Network Firewalls and Security
Network Firewalls and Security are a daily concern for businesses that want to protect their organization against viruses, prevent intrusions, and other cyber threats. The security experts at Orange County Computer®, Inc. can provide an assessment of your network environment . This will evaluate the level of risk your company is subject to. If you worry about network vulnerability or the integrity of company data, now is the time to contact us.
There are many different levels of firewall protection ranging from Enterprise to consumer and somewhere in between. These days, everyone that uses the internet and email is at risk of some type of security breach.
Before being able to understand a complete discussion of firewalls, it’s important to understand the basic principles that make firewalls work.
A firewall is a system or group of systems that enforces an access control policy between two networks. The actual means by which we accomplish varies widely. In principle, the firewall is a pair of mechanisms. One which exists to block traffic, and the other which exists to permit traffic. Some firewalls place a greater emphasis on blocking traffic, while others emphasize permitting traffic. Probably the most important thing to recognize about a firewall is that it implements an access control policy. If you don’t know what kind of access you want to allow or deny, a firewall will not help you. It’s also important to recognize that the firewall’s configuration imposes its policy on everything behind it. Administrators for firewalls managing the connectivity for a large number of hosts therefore have a heavy responsibility.
Some firewalls permit only email traffic through them. This thereby protects the network against any attacks other than attacks against the email service. Other firewalls provide less strict protections, and block problems services.
Generally, IT companies configure firewalls to protect against unauthenticated interactive logins from the “outside” world. This, more than anything, helps prevent vandals from logging into machines on your network. More elaborate firewalls block traffic from the outside to the inside. In addition they permit users on the inside to communicate freely with the outside. The firewall can protect you against any type of network-borne attack if you unplug it.
Firewalls are also important since they can provide a single “choke point” where we can impose security and audits.Unlike in a situation where a computer system is being attacked by someone logging in via the Internet, the firewall can identify the intruding IP Address. In which it functions as a tracker. Firewalls provide an important logging and auditing function; often they provide summaries to the administrator about what kinds and amount of traffic passed through it, how many attempts there were to break into it, etc.

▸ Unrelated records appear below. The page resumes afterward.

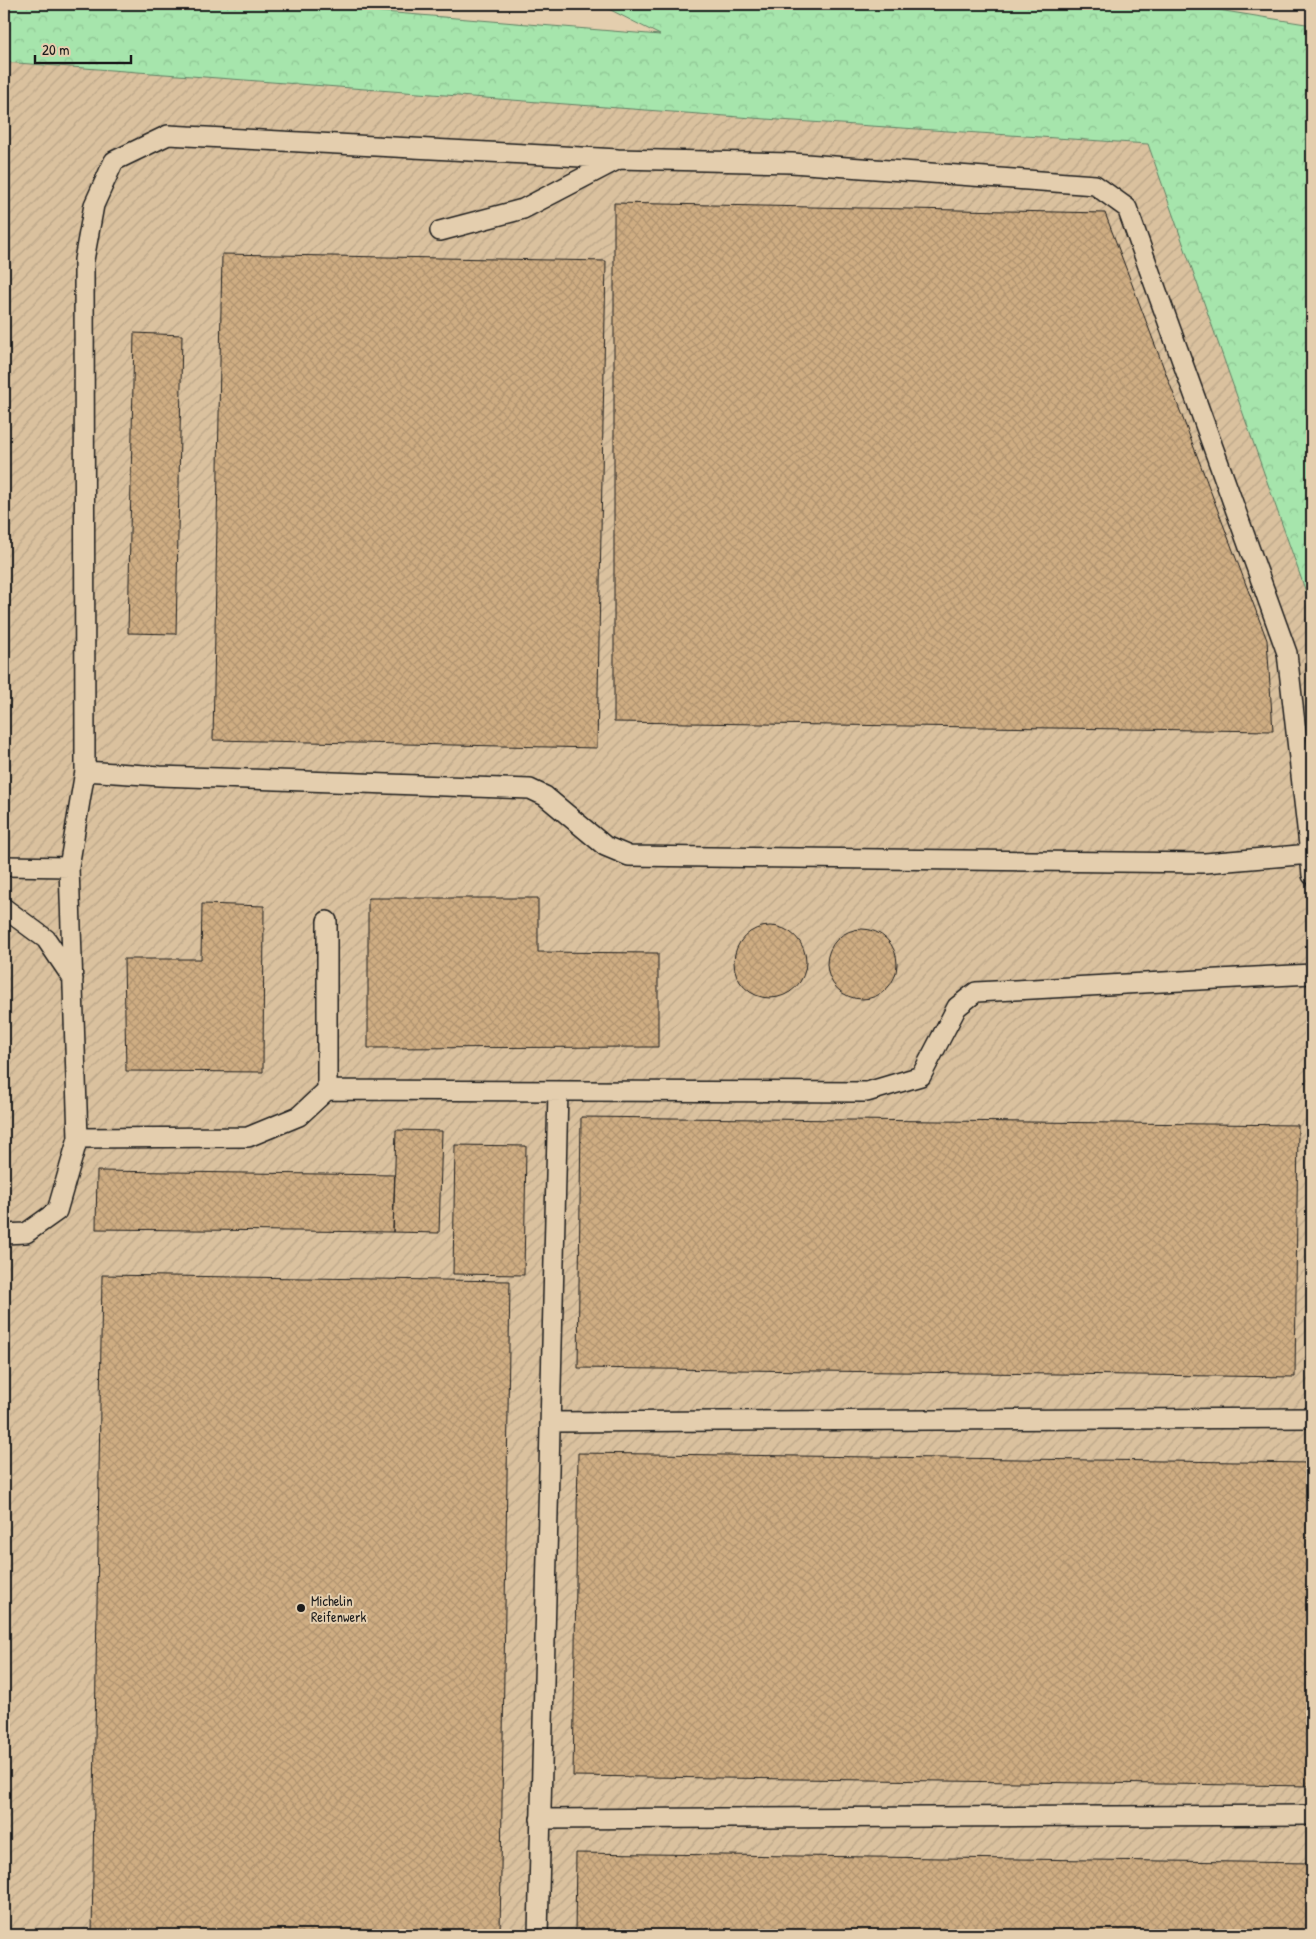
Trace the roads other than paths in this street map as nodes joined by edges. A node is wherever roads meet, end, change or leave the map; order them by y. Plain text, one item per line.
1 (618, 159) junction
2 (440, 231) dead end
3 (85, 771) junction
4 (1310, 854) junction
5 (4, 866) edge
6 (69, 867) junction
7 (1312, 875) edge
8 (4, 908) edge
9 (327, 921) dead end
10 (1312, 974) edge
11 (73, 979) junction
12 (327, 1090) junction
13 (558, 1091) junction
14 (78, 1138) junction
15 (4, 1234) edge
16 (1312, 1418) edge
17 (551, 1422) junction
18 (1312, 1815) edge
19 (540, 1819) junction
20 (538, 1935) edge

1 - 2 lane
1 - 3 lane
1 - 4 lane
3 - 4 lane
3 - 6 lane
4 - 7 lane
5 - 6 lane
6 - 11 lane
8 - 11 lane
9 - 12 lane
10 - 13 lane
11 - 14 lane
12 - 13 lane
12 - 14 lane
13 - 17 lane
14 - 15 lane
16 - 17 lane
17 - 19 lane
18 - 19 lane
19 - 20 lane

Most noteworthy providing this “choke point” can serve the same purpose on your network as a guarded gate can for your site’s physical premises. That means anytime you have a change in “zones” or levels of sensitivity, such a checkpoint is appropriate. A company rarely has only an outside gate and no receptionist or security staff to check badges on the way in. If there are layers of security on your site, it’s reasonable to expect layers of security on your network.
Firewalls can’t protect against attacks that don’t go through the firewall. Many corporations that connect to the Internet are very concerned about proprietary data leaking out of the company. Unfortunately, you can use a magnetic tape just as effectively export data. Many organizations that are terrified (at a management level) of Internet connections have no coherent policy about how dial-in access via modems should be protected. It’s silly to build a 6-foot thick steel door when you live in a wooden house, but there are a lot of organizations out there buying expensive firewalls and neglecting the numerous other back-doors into their network.

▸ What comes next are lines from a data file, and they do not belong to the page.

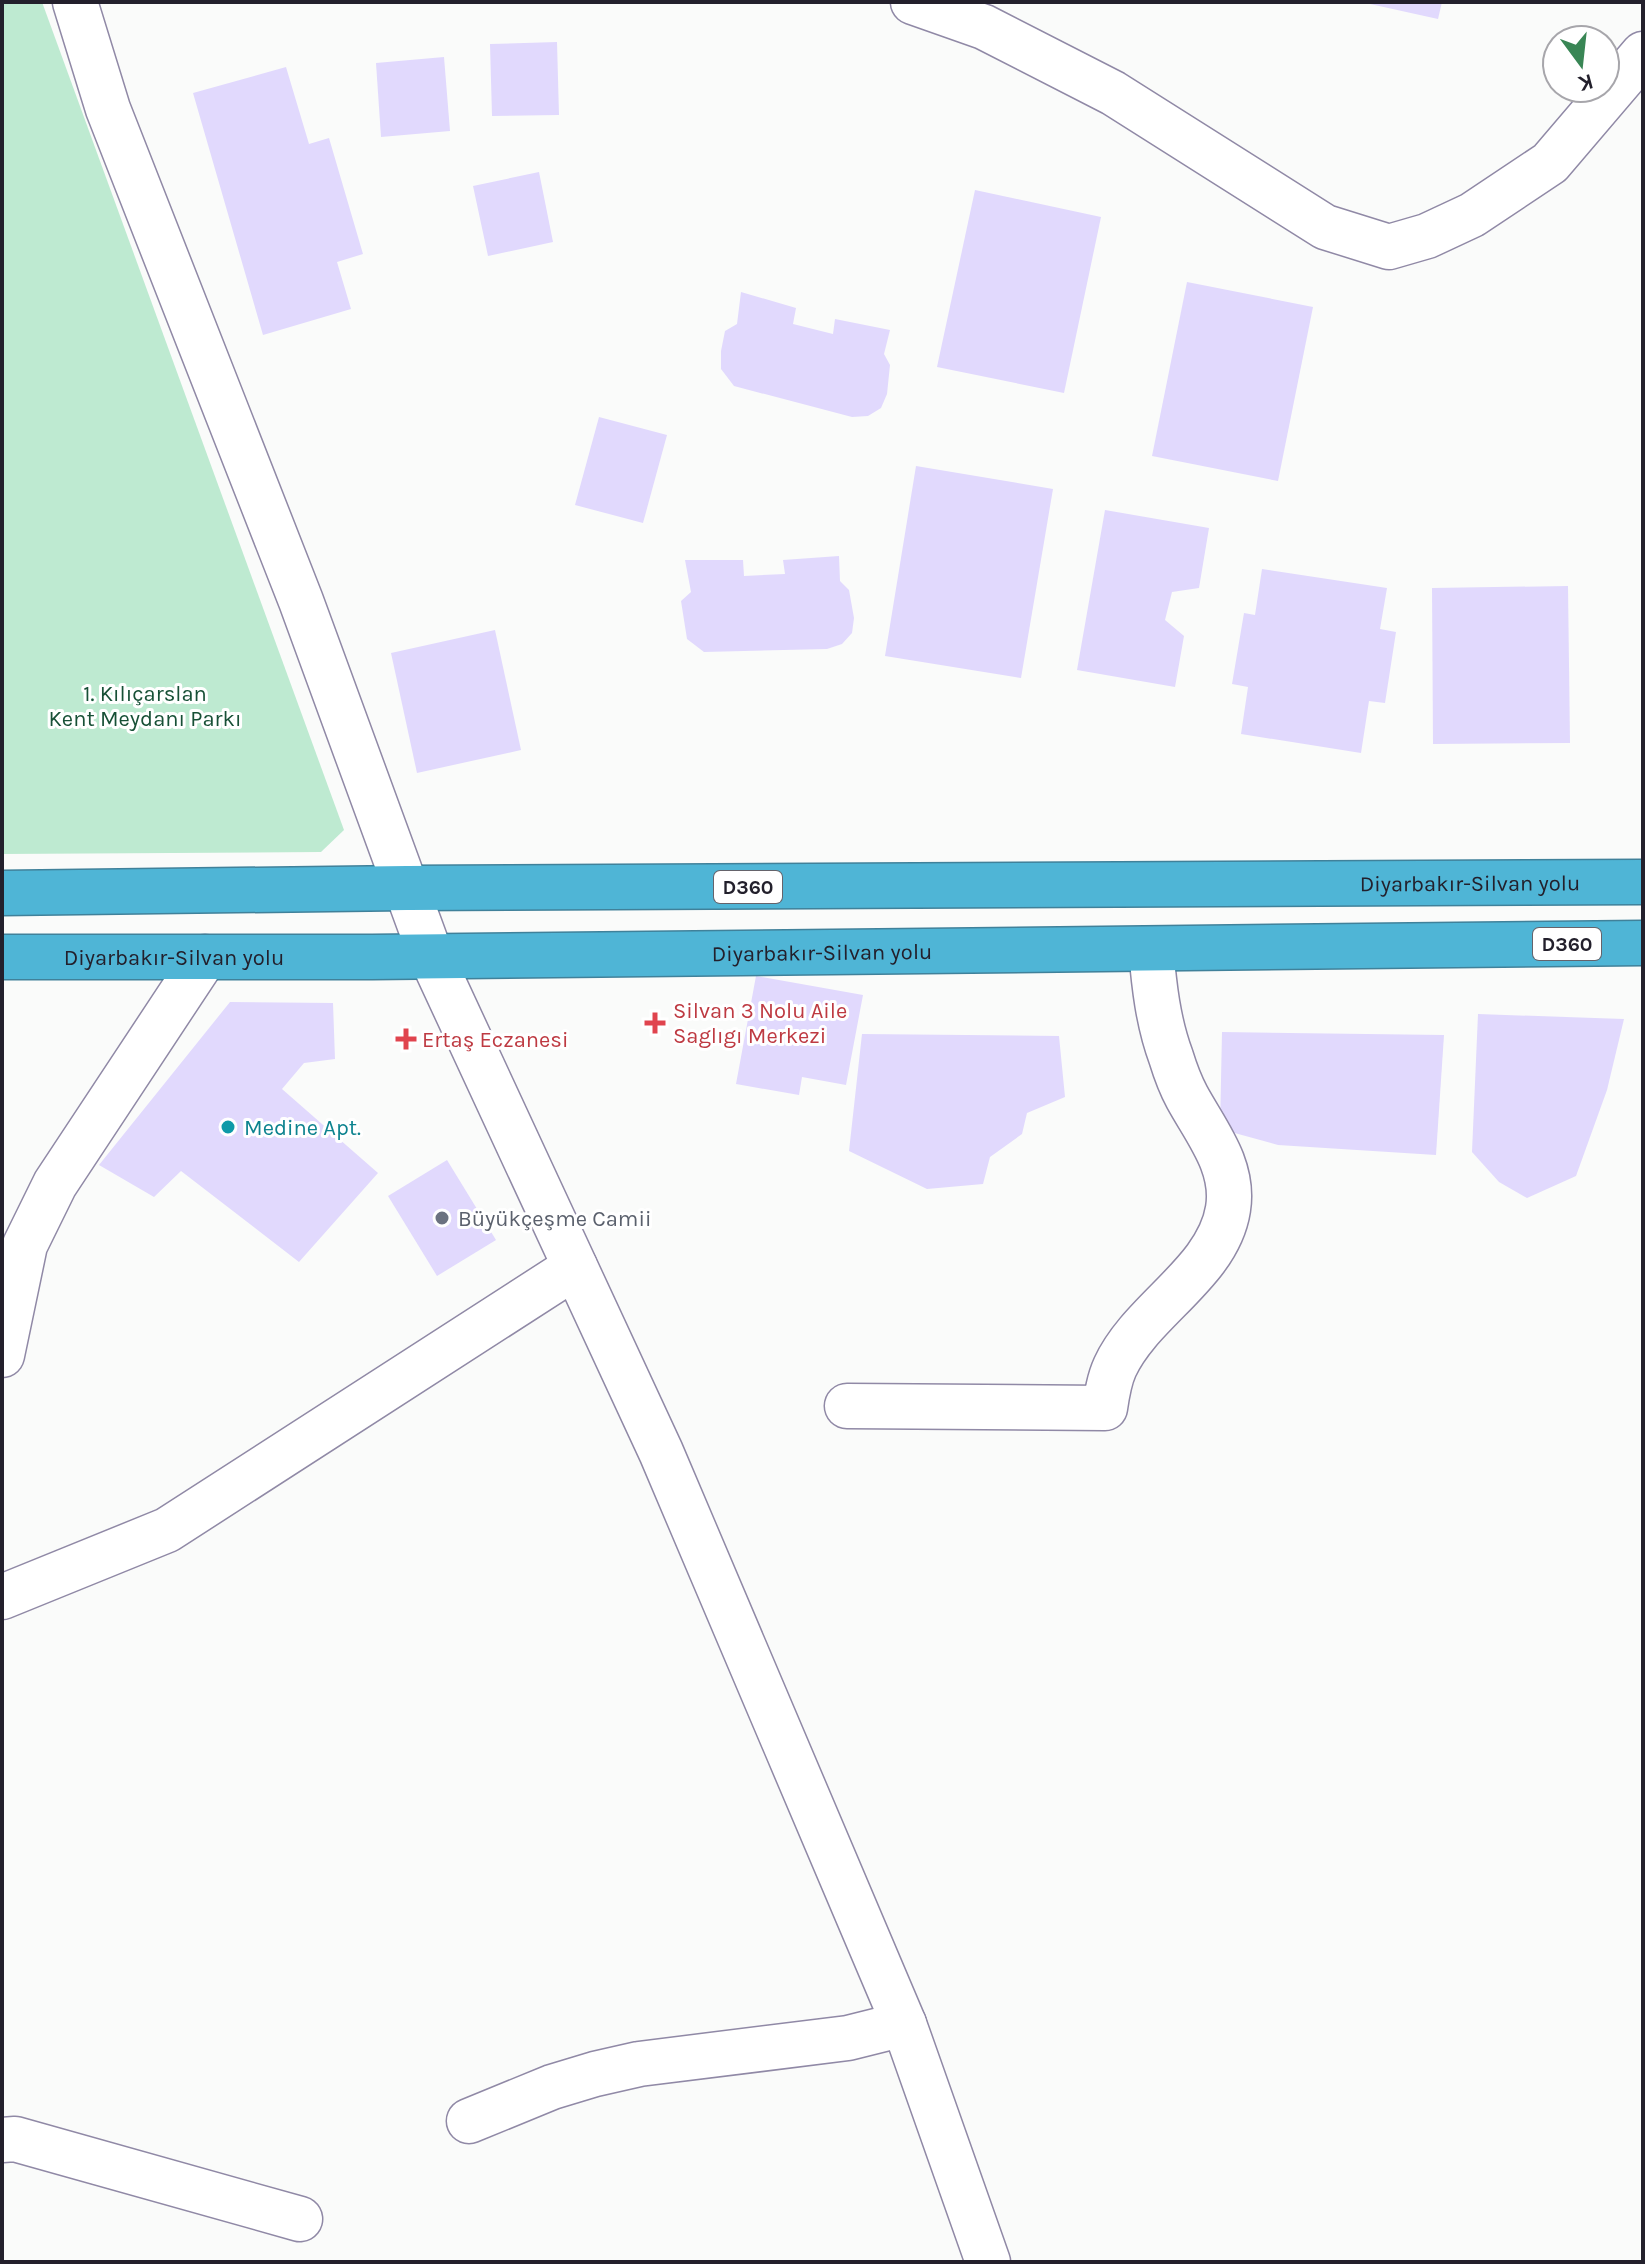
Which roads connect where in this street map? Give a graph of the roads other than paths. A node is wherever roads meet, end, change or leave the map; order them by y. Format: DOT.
graph roads {
  1 [pos="75,2"];
  2 [pos="913,2"];
  3 [pos="1643,54"];
  4 [pos="1643,882"];
  5 [pos="407,888"];
  6 [pos="2,893"];
  7 [pos="1643,943"];
  8 [pos="1151,949"];
  9 [pos="431,956"];
  10 [pos="2,957"];
  11 [pos="205,957"];
  12 [pos="575,1267"];
  13 [pos="2,1355"];
  14 [pos="847,1406"];
  15 [pos="2,1597"];
  16 [pos="904,2024"];
  17 [pos="469,2121"];
  18 [pos="2,2140"];
  19 [pos="300,2219"];
  20 [pos="988,2262"];
  1 -- 5 [label="street"];
  2 -- 3 [label="street"];
  4 -- 5 [label="highway, Diyarbakır-Silvan yolu / D360"];
  5 -- 6 [label="highway, Diyarbakır-Silvan yolu / D360"];
  5 -- 9 [label="street"];
  7 -- 8 [label="highway, Diyarbakır-Silvan yolu / D360"];
  8 -- 9 [label="highway, Diyarbakır-Silvan yolu / D360"];
  8 -- 14 [label="street"];
  9 -- 11 [label="highway, Diyarbakır-Silvan yolu / D360"];
  9 -- 12 [label="street"];
  10 -- 11 [label="highway, Diyarbakır-Silvan yolu / D360"];
  11 -- 13 [label="street"];
  12 -- 15 [label="street"];
  12 -- 16 [label="street"];
  16 -- 17 [label="street"];
  16 -- 20 [label="street"];
  18 -- 19 [label="street"];
}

For a firewall to work, it must be a part of a consistent overall organizational security architecture. Firewall policies must be realistic and reflect the level of security in the entire network. For example, a site with top secret or classified data doesn’t need a firewall at all. They shouldn’t be hooking up to the Internet in the first place, or the systems with the really secret data should be isolated from the rest of the corporate network.
Another thing a firewall can’t really protect you against is traitors or idiots inside your network. While an industrial spy might export information through your firewall, he’s just as likely to export it through a telephone, FAX machine, or USB drive. USB drives are a far more likely means for information to leak from your organization than a firewall!
Firewalls also cannot protect you against stupidity. Users who reveal sensitive information over the telephone are good targets for social engineering; an attacker may be able to break into your network by completely bypassing your firewall, if he can find a “helpful” employee inside who he can fool into giving access to a modem pool. Before deciding this isn’t a problem in your organization, ask yourself how much trouble a contractor has when logging into the network or how much difficulty a user who forgot his password has getting it reset. If the people on the help desk believe that every call is internal, you have a problem.
Lastly, firewalls can’t protect against tunneling over most application protocols to trojaned or poorly written clients. There are no magic bullets and a firewall is not an excuse to not implement software controls on internal networks or ignore host security on servers. Tunneling “bad” things over HTTP, SMTP, and other protocols is quite simple and trivial. Security isn’t “fire and forget”.